╔══

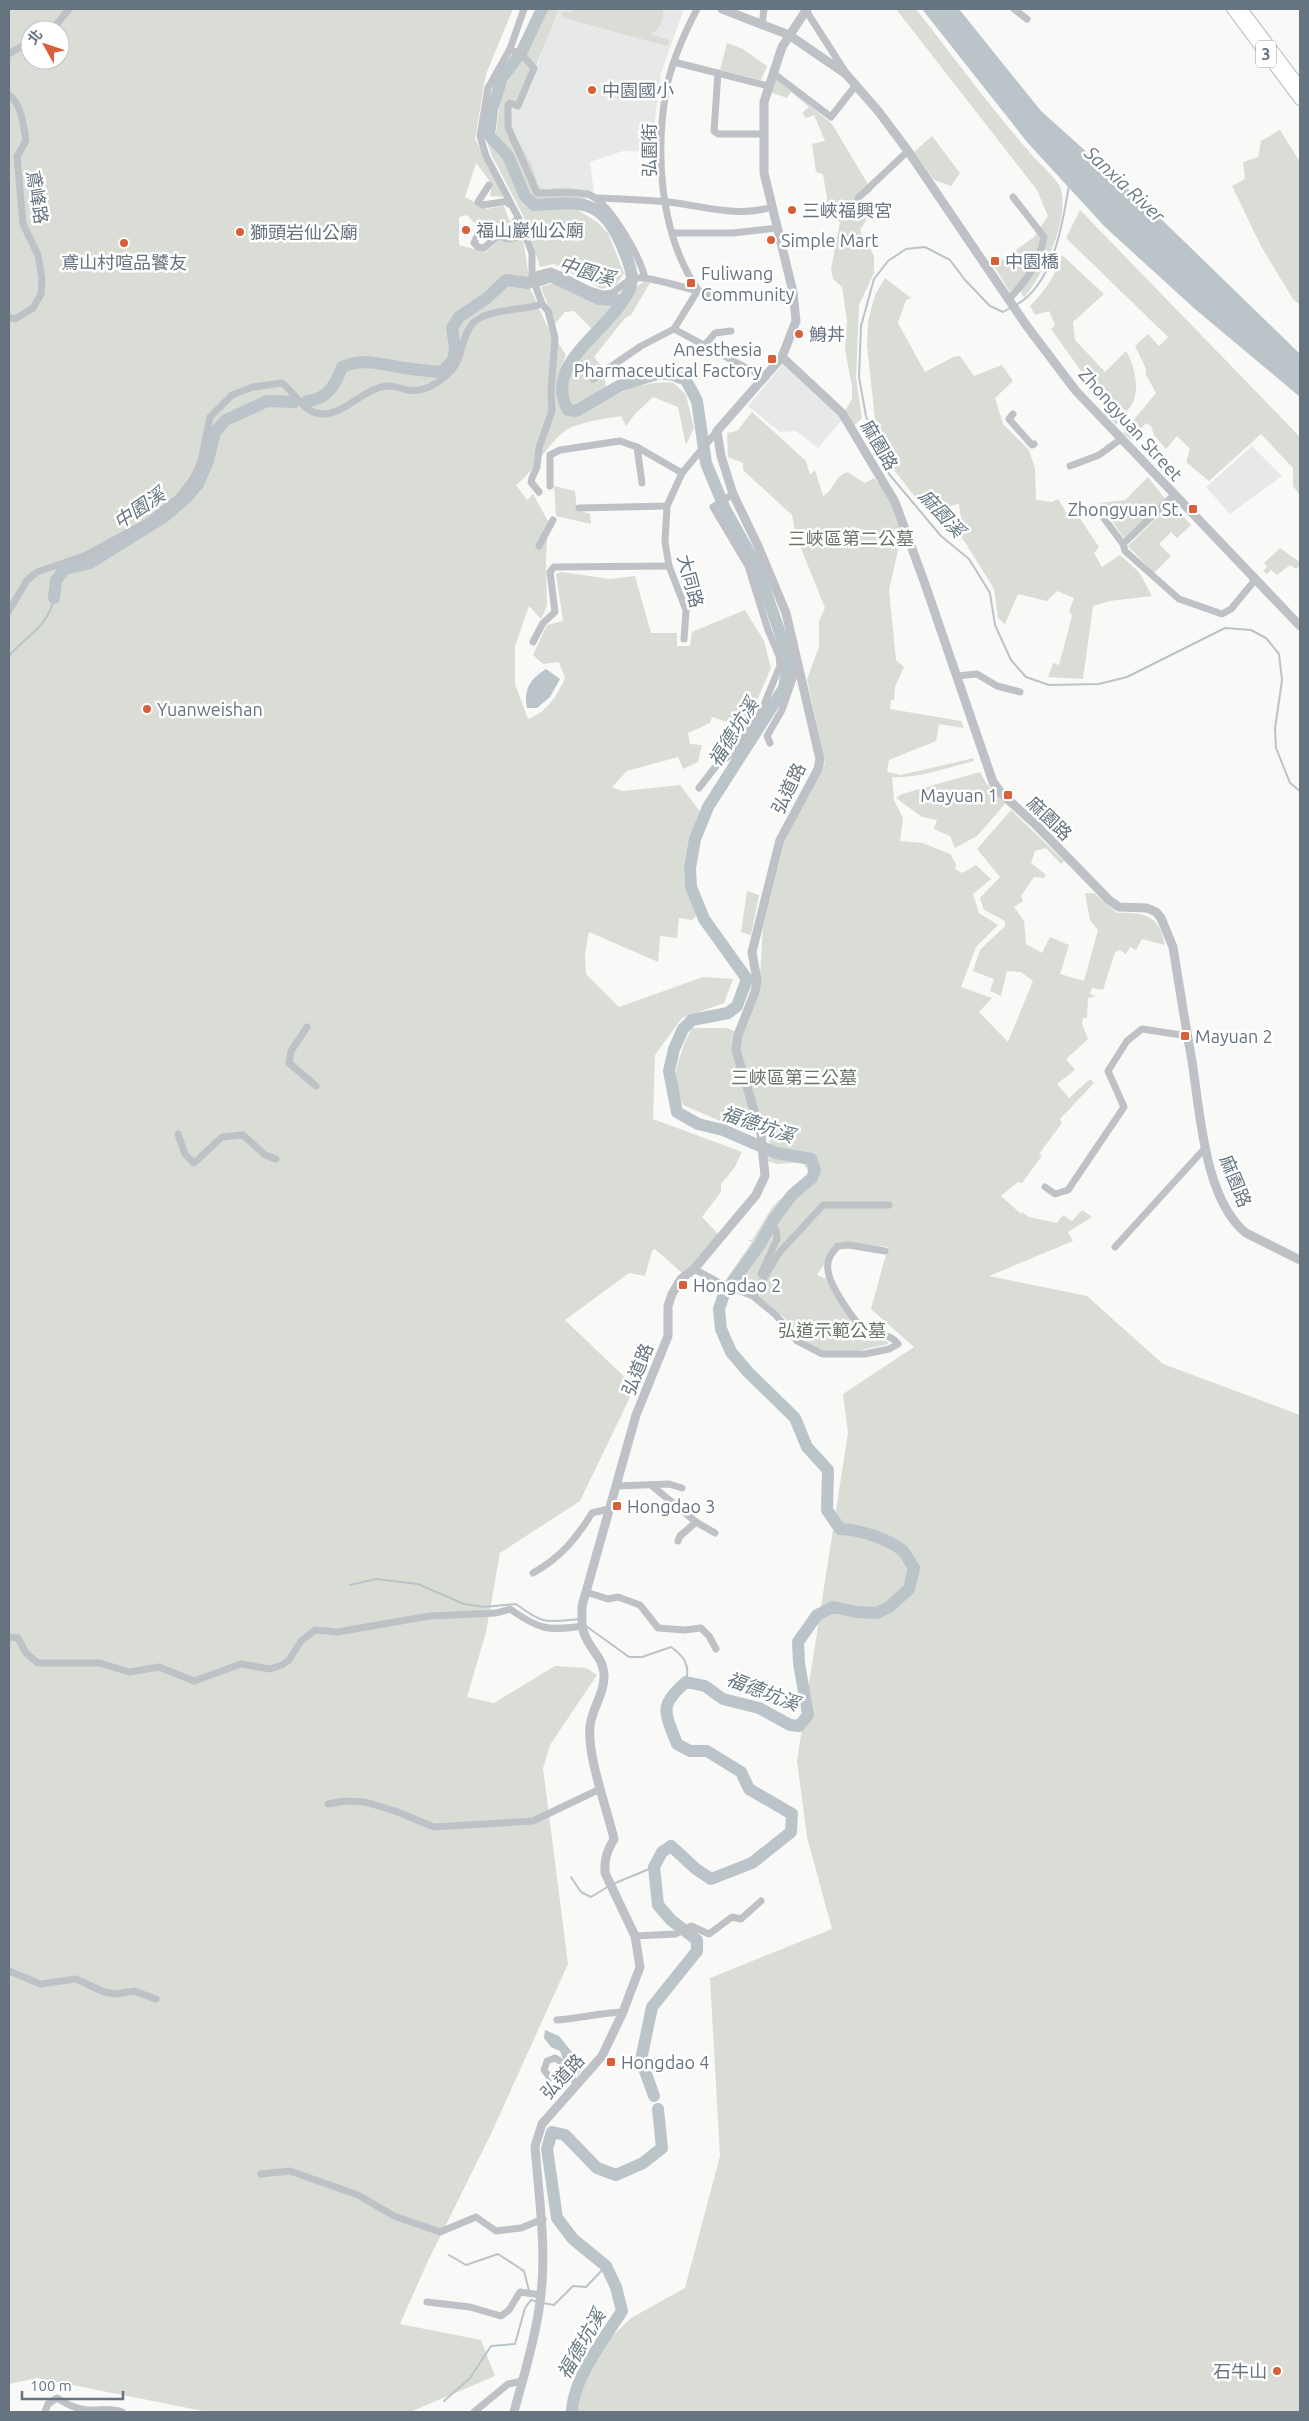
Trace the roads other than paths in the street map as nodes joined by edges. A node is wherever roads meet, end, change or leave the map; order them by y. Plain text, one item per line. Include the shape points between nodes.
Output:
1 (69, 9) edge
2 (524, 9) edge
3 (697, 9) edge
4 (722, 9) edge
5 (764, 9) edge
6 (806, 9) edge
7 (1014, 9) edge
8 (1232, 9) edge
9 (1242, 9) edge
10 (1027, 19) dead end
11 (61, 20) edge
12 (762, 25) junction
13 (789, 35) junction
14 (20, 47) edge
15 (513, 50) junction
16 (9, 54) edge
17 (674, 62) junction
18 (773, 72) junction
19 (718, 73) junction
20 (846, 74) junction
21 (856, 85) junction
22 (768, 86) junction
23 (1300, 86) edge
24 (9, 95) edge
25 (1300, 100) edge
26 (763, 134) junction
27 (908, 150) junction
28 (489, 185) dead end
29 (1013, 197) dead end
30 (596, 198) junction
31 (858, 198) dead end
32 (509, 201) junction
33 (666, 202) junction
34 (772, 207) junction
35 (777, 228) junction
36 (480, 232) dead end
37 (672, 233) junction
38 (532, 276) junction
39 (643, 278) junction
40 (698, 290) junction
41 (793, 292) junction
42 (1009, 299) junction
43 (542, 304) junction
44 (9, 318) edge
45 (674, 329) junction
46 (731, 331) dead end
47 (704, 346) junction
48 (782, 357) junction
49 (765, 378) junction
50 (593, 379) dead end
51 (1013, 414) dead end
52 (717, 431) junction
53 (1121, 439) junction
54 (1034, 444) dead end
55 (637, 447) junction
56 (1070, 466) dead end
57 (682, 473) junction
58 (642, 483) dead end
59 (550, 486) dead end
60 (539, 492) dead end
61 (1174, 495) junction
62 (730, 496) junction
63 (667, 506) junction
64 (579, 508) dead end
65 (1096, 509) dead end
66 (553, 520) dead end
67 (1123, 544) junction
68 (539, 546) dead end
69 (669, 566) junction
70 (1255, 580) junction
71 (9, 611) edge
72 (1300, 626) edge
73 (684, 639) dead end
74 (533, 642) dead end
75 (798, 664) junction
76 (957, 676) junction
77 (1020, 692) dead end
78 (770, 743) dead end
79 (699, 788) dead end
80 (306, 1027) dead end
81 (1188, 1036) junction
82 (316, 1086) dead end
83 (178, 1134) dead end
84 (1206, 1147) junction
85 (276, 1159) dead end
86 (1045, 1187) dead end
87 (889, 1205) dead end
88 (776, 1230) dead end
89 (1115, 1247) dead end
90 (885, 1250) dead end
91 (1300, 1260) edge
92 (694, 1269) junction
93 (761, 1282) junction
94 (753, 1296) junction
95 (651, 1485) junction
96 (618, 1486) junction
97 (682, 1488) dead end
98 (608, 1509) junction
99 (696, 1522) junction
100 (715, 1533) dead end
101 (678, 1541) dead end
102 (533, 1572) dead end
103 (586, 1592) junction
104 (582, 1622) junction
105 (9, 1637) edge
106 (716, 1650) dead end
107 (600, 1789) junction
108 (328, 1804) dead end
109 (761, 1901) dead end
110 (635, 1936) junction
111 (9, 1972) edge
112 (156, 1999) dead end
113 (623, 2012) junction
114 (557, 2020) dead end
115 (550, 2078) dead end
116 (578, 2084) junction
117 (261, 2174) dead end
118 (542, 2219) junction
119 (539, 2296) junction
120 (428, 2302) dead end
121 (522, 2381) junction
122 (45, 2412) edge
123 (122, 2412) edge
124 (474, 2412) edge
125 (514, 2412) edge

1 - 11 street
2 - 15 street
3 - 17 street, 弘園街
4 - 12 street
5 - 12 street
6 - 13 street
6 - 20 street
7 - 10 street
8 - 25 main road, 3
9 - 23 main road, 3
12 - 13 street
13 - 18 street
13 - 20 street
14 - 16 street
15 - 30 street via 534,68 518,106 508,105 508,127 537,193 587,194
15 - 32 street via 488,88 480,136 486,156
17 - 19 street
17 - 33 street, 弘園街 via 666,90 662,145
18 - 21 street via 831,117
18 - 22 street
19 - 22 street
19 - 26 street via 714,131 718,134
20 - 21 street
21 - 27 street
22 - 26 street
24 - 44 street, 鳶峰路 via 16,100 26,140 17,157 23,224 38,255 42,279 41,294 33,308 15,319
26 - 34 street via 764,173
27 - 31 street
27 - 42 street
28 - 32 street via 478,202 483,205
29 - 42 street via 1044,237 1035,265
30 - 33 street
30 - 39 street via 620,227 642,266
32 - 36 street via 509,210 518,227 517,237 498,236 484,248 474,242
32 - 38 street via 532,253
33 - 34 street via 736,211
33 - 37 street, 弘園街
34 - 35 street
35 - 37 street via 733,233
35 - 41 street
37 - 40 street, 弘園街 via 683,265
38 - 39 street via 551,271 600,294 611,294 626,280
38 - 43 street
39 - 40 street
40 - 41 street via 728,297
40 - 45 street
41 - 48 street via 796,321
42 - 53 street, Zhongyuan Street via 1076,391
43 - 60 street via 551,322 555,350 550,391 552,411 532,478
43 - 71 street via 491,314 474,323 458,362 433,386 421,390 390,384 370,390 329,413 314,413 282,383 253,387 232,396 210,417 202,461 179,497 148,522 84,556 37,572 27,580
45 - 47 street
45 - 50 street via 641,346
46 - 47 street via 715,333
47 - 49 street
48 - 49 street
48 - 76 street, 麻園路 via 842,413 895,502
49 - 52 street
51 - 54 street via 1009,418 1032,446
52 - 57 street, 大同路
52 - 62 street, 弘道路
53 - 56 street via 1099,455
53 - 61 street, Zhongyuan Street
55 - 57 street
55 - 58 street
55 - 59 street via 620,441 560,450 550,455
57 - 63 street, 大同路
61 - 67 street
61 - 70 street, Zhongyuan Street
62 - 75 street, 弘道路 via 758,546 786,612
62 - 79 street via 713,507 748,566 780,666 760,714 734,752 716,766
63 - 64 street
63 - 69 street, 大同路
65 - 67 street
66 - 68 street
67 - 70 street via 1125,551 1179,599 1204,610 1222,614 1231,609
69 - 73 street, 大同路 via 686,610
69 - 74 street via 554,567 550,572 554,612 543,623
70 - 72 street, Zhongyuan Street
75 - 78 street via 782,710 767,736
75 - 92 street, 弘道路 via 820,759 818,769 780,840 752,952 757,980 755,992 739,1029 736,1050 761,1134 765,1176 756,1195
76 - 77 street via 977,674 997,686
76 - 81 street, 麻園路 via 988,772 1001,793 1109,900 1119,907 1148,908 1161,918 1172,947
80 - 82 street via 291,1051 289,1063
81 - 84 street, 麻園路
81 - 86 street via 1142,1029 1127,1041 1108,1071 1124,1107 1068,1190 1055,1194
83 - 85 street via 185,1154 194,1163 222,1137 243,1135 265,1155
84 - 89 street
84 - 91 street, 麻園路 via 1222,1200 1239,1227
87 - 93 street via 823,1205 778,1253
88 - 93 street
90 - 94 street via 838,1246 828,1260 828,1270 856,1321 867,1331 892,1337 898,1344 889,1349 865,1354 822,1354 797,1341 776,1315
92 - 94 street
92 - 96 street, 弘道路 via 681,1279 672,1294 668,1306 668,1336 636,1415
93 - 94 street
95 - 96 street
95 - 97 street via 669,1484
95 - 99 street
96 - 98 street, 弘道路
98 - 102 street via 592,1513 566,1550
98 - 103 street, 弘道路 via 600,1550
99 - 100 street
99 - 101 street
103 - 104 street, 弘道路
103 - 106 street via 608,1598 618,1597 640,1605 658,1628 701,1628
104 - 105 street via 546,1629 531,1624 510,1609 496,1614 430,1616 338,1632 315,1630 301,1641 282,1665 261,1669 241,1664 194,1681 160,1667 129,1672 100,1663 38,1663 26,1653 18,1638
104 - 107 street, 弘道路 via 584,1634 600,1658 604,1676 590,1726
107 - 108 street via 533,1821 434,1827 365,1802
107 - 110 street, 弘道路 via 614,1839 604,1864 610,1885
109 - 110 street via 741,1919 732,1917 709,1934 691,1926 676,1934
110 - 113 street, 弘道路 via 640,1968
111 - 112 street via 40,1984 76,1980 104,1992 134,1991
113 - 114 street
113 - 116 street, 弘道路 via 602,2056
115 - 116 street via 544,2070 555,2058
116 - 118 street, 弘道路 via 546,2119 537,2134 535,2146
117 - 118 street via 290,2171 358,2194 394,2216 440,2232 476,2217 496,2231 521,2228
118 - 119 street, 弘道路
119 - 120 street via 520,2292 509,2310 501,2316 470,2307
119 - 121 street, 弘道路 via 540,2309
121 - 124 street via 508,2384
121 - 125 street
122 - 123 street via 48,2404 57,2398 73,2407

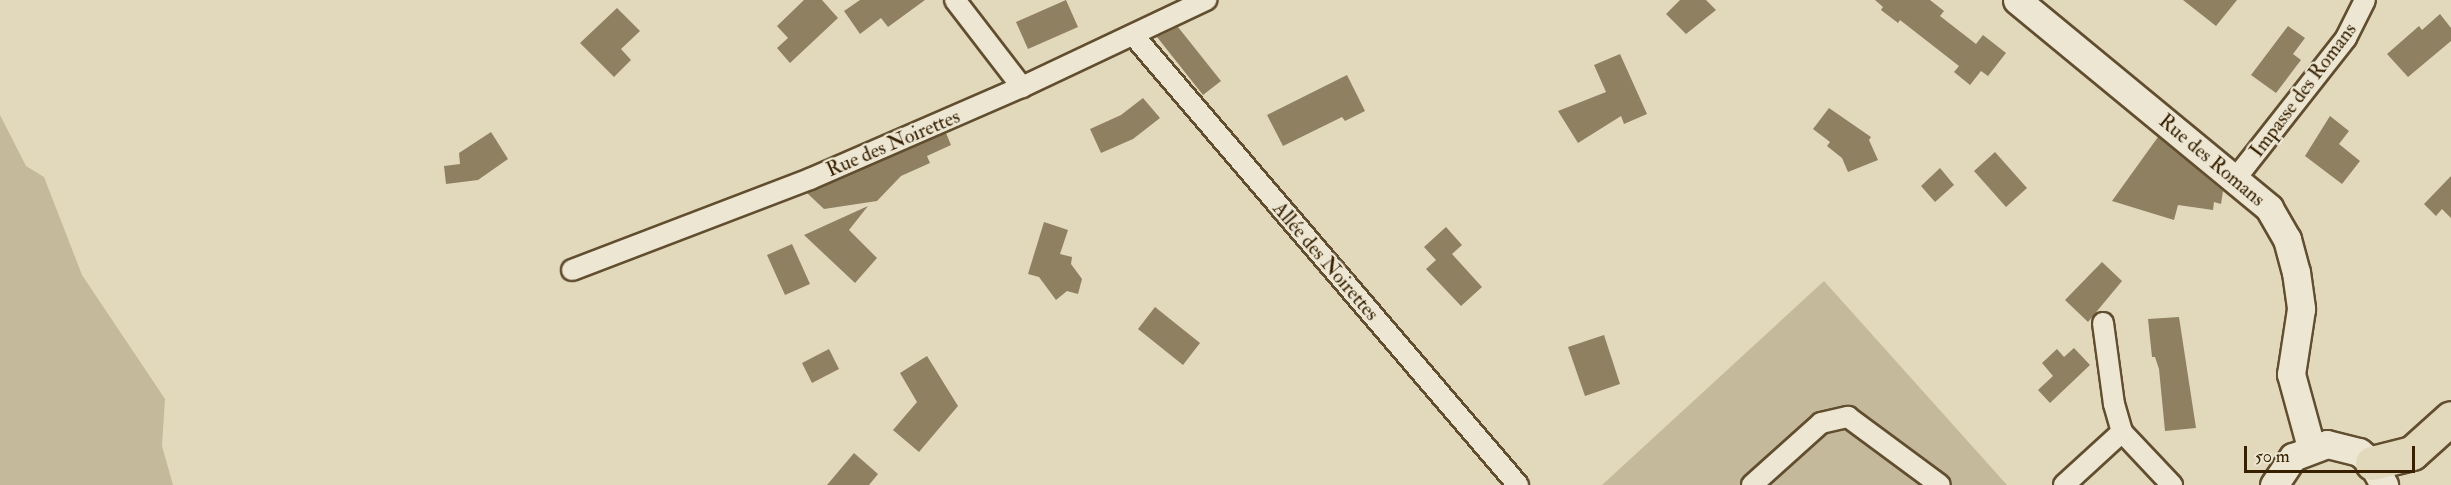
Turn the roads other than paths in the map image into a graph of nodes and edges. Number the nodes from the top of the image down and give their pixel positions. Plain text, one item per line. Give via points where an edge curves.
1 (955, 0) edge
2 (1206, 0) edge
3 (2017, 0) edge
4 (2365, 0) edge
5 (1134, 36) junction
6 (1022, 87) junction
7 (2236, 178) junction
8 (573, 270) dead end
9 (2103, 323) dead end
10 (2451, 418) edge
11 (2122, 432) junction
12 (2311, 447) junction
13 (2378, 474) edge
14 (1518, 485) edge
15 (1752, 485) edge
16 (1940, 485) edge
17 (2064, 485) edge
18 (2172, 485) edge
19 (2274, 485) edge

1 - 6 street
2 - 5 street, Rue des Noirettes
3 - 7 street, Rue des Romans
4 - 7 street, Impasse des Romans via 2346,38
5 - 6 street, Rue des Noirettes
5 - 14 street, Allée des Noirettes
6 - 8 street, Rue des Noirettes via 810,179
7 - 12 street, Rue des Romans via 2269,208 2287,239 2301,309 2291,374
9 - 11 street via 2114,404
10 - 13 highway via 2412,453
11 - 17 street
11 - 18 street
12 - 13 street via 2344,446
12 - 19 street via 2293,457
15 - 16 street via 1821,423 1848,417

╚══

__Task goal__
Report only the number of lines in the data above that contain "Zhongyuan".

__Solution to this task__
4